Mark arrives home late and announces to Barbara that he has engaged a au pair to board with the family and handle domestic duties, and introduces Dorie. Barbara submits to the arrangement of having a “permanent babysitter,” but suspects the truth.[4]

Section III: Domestically, Dorie performs too well, cleaning and ordering the cluttered house and yard: her efforts seem a reproach to Barbara. Mark's demeanor becomes rather jaunty: Dorie accompanies him almost everywhere as his personal secretary. Barbara suffers, knowing that a nonentity like Dorie has captivated her husband. Dorie's effort to clean up after the slovenly Arber family humiliates Barbara. She compensates by overeating. Three months have passed. Mark makes an unexpected visit to Barbara's writing loft. He informs her that Dorrie is pregnant, a situation he blames on the girl. Barbara is nonplussed, and asks if Mark wants a divorce. He equivocates: “You know how I feel about disruption.”[5] He pleads with Barbara to drive Dorie to a Boston clinic for an abortion. He argues that their marriage has been an exceptional one, and that he honors Barbara for her fortitude. Sensing that Mark is mentally unstable, she consents.

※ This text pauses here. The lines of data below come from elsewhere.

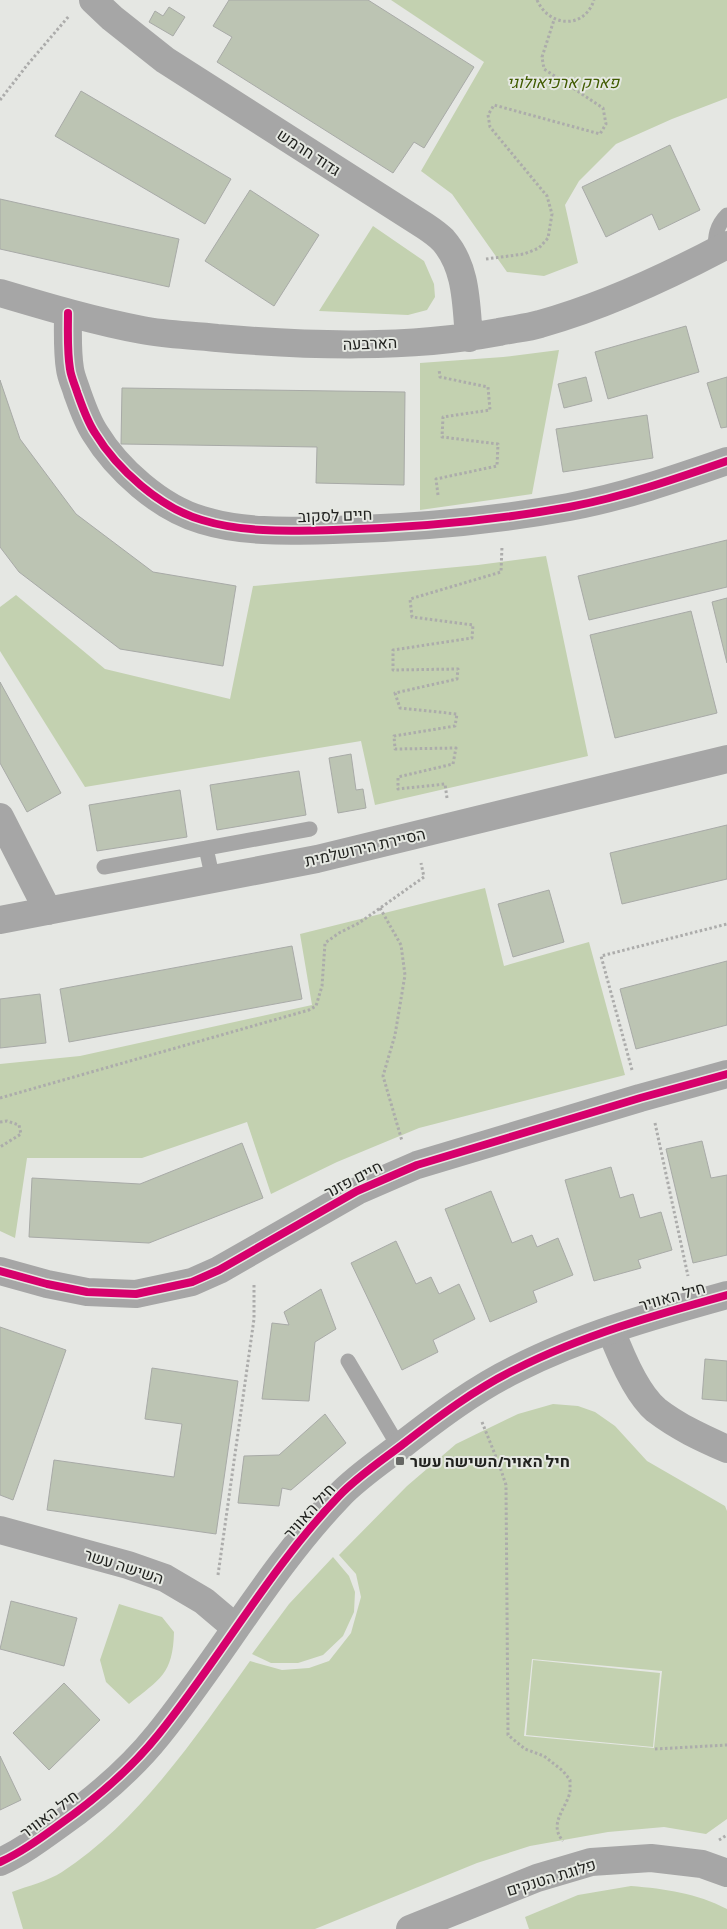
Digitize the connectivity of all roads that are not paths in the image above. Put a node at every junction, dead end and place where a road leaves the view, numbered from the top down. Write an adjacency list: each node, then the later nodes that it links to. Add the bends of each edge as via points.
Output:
1 (82, 7): 6 (street, גדוד חרמש, via 112,18 165,60 443,240 463,278)
2 (727, 214): 3 (lane, via 715,235)
3 (721, 249): 6 (street, הארבעה, via 673,274 606,302 538,325)
4 (0, 293): 5 (street, הארבעה)
5 (68, 313): 6 (street, הארבעה, via 144,331 258,342 344,344); 7 (street, חיים לסקוב, via 70,371 94,432 118,464 146,490 200,520 242,529 293,530 440,524 579,504 664,483)
6 (469, 338)
7 (727, 461)
8 (727, 759): 13 (street, הסיירת הירושלמית, via 317,860)
9 (0, 816): 14 (street)
10 (310, 829): 11 (lane)
11 (206, 848): 12 (lane); 13 (lane)
12 (104, 867)
13 (213, 880): 14 (street, הסיירת הירושלמית)
14 (48, 911): 15 (street, הסיירת הירושלמית)
15 (0, 920)
16 (727, 1074): 17 (street, חיים פזנר, via 409,1168 357,1191 219,1270 192,1282 136,1294 87,1292)
17 (0, 1271)
18 (727, 1295): 19 (street, חיל האוויר)
19 (611, 1330): 21 (street, חיל האוויר, via 515,1369 445,1412); 22 (street, via 621,1358 655,1409 692,1434)
20 (348, 1361): 21 (lane)
21 (399, 1447): 24 (street, חיל האוויר, via 340,1495 291,1552)
22 (727, 1449)
23 (0, 1530): 24 (street, השישה עשר, via 165,1578 214,1609)
24 (236, 1628): 25 (street, חיל האוויר, via 157,1736 116,1779 70,1817 18,1854)
25 (0, 1862)
26 (727, 1873): 27 (street, פלוגת הטנקים, via 702,1864 651,1858 590,1862 537,1878)
27 (410, 1929)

Section IV: On the drive to Boston, Dorie is frightened about the procedure. Barbara reassures her, and experiences a moment of sympathy for the girl. Sitting next to the prim and stylish Dorie, she has “sudden terrible conviction that language itself did not matter and that nothing mattered ultimately but the [human] body.”[6] An unstated mother-daughter awareness arises momentarily between the women.

Section V: Barbara is found dead in a motel room, a suicide. Mark experiences “perpetual guilty astonishment.” Dorrie is not surprised and had long anticipated that her perfidy would lead to just such an outcome.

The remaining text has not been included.